Lipid biomarker patterns of authigenic carbonates reveal fluid composition and seepage intensity at Haima cold seeps, South China Sea

Abstract Authigenic carbonates retrieved from sites ROV1 and ROV2 of the Haima hydrocarbon seeps of the South China Sea at approximately 1390 m water depth were studied using lipid biomarker analyses. Abundant molecular fossils of anaerobic methane oxidizing archaea (ANME) and sulfate-reducing bacteria (SRB) with strong 13 C-depletions (δ 13 C values as low as −126‰), in combination with low δ 13 C carbonate values (−42.7‰ to −36.8‰), provide evidence that anaerobic oxidation of methane (AOM) was the major process driving the precipitation of the studied seep carbonates.

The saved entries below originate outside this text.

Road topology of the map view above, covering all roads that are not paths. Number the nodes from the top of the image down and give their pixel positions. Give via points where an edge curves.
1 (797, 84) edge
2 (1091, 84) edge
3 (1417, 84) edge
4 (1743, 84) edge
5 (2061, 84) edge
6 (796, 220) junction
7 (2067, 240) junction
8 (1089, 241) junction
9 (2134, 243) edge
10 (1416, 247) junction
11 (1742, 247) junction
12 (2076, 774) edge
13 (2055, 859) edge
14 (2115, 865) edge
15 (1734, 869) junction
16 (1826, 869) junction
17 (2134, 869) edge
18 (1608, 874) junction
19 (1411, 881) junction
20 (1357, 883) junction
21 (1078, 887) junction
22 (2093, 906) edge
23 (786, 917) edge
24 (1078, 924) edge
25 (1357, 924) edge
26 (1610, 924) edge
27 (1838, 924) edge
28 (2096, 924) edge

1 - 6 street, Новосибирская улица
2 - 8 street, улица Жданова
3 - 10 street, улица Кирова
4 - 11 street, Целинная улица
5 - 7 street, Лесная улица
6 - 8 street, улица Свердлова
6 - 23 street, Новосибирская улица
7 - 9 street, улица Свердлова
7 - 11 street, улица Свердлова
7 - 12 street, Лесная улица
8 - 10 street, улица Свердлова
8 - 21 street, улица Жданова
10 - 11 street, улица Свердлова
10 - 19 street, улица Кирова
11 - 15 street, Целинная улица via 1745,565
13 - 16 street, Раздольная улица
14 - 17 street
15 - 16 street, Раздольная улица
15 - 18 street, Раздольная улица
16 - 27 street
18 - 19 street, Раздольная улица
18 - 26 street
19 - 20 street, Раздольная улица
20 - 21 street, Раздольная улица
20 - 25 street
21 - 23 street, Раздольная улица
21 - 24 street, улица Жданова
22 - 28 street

The extremely low δ 13 C values of archaeal biomarkers confirm that biogenic methane was the main carbon source, but the seepage of accessory crude oil is also suggested by the presence of unresolved complex mixtures in the hydrocarbon fractions. A suite of 13 C-depleted biomarkers indicate the predominance of ANME-1/ DSS consortia at both sites, which indicates that the studied carbonates formed during low to medium methane flux. Somewhat higher contents of archaeal biomarkers and their stronger 13 C-depletion at site ROV2 probably reflect at least temporarily higher seepage intensities than at site ROV1. Abundant bacterial dialkyl glycerol diethers (DAGEs), revealing a large offset of their δ 13 C values compared to SRB-derived terminally branched fatty acids, were possibly produced by distinct SRB species other than members of the DSS cluster. The encountered hopanoids are attributed to aerobic methanotrophic bacteria based on their moderate 13 C-depletion. The application of molecular fossils in combination with their compound-specific isotope signatures is an efficient tool to reconstruct the composition of seepage fluids and seepage intensities.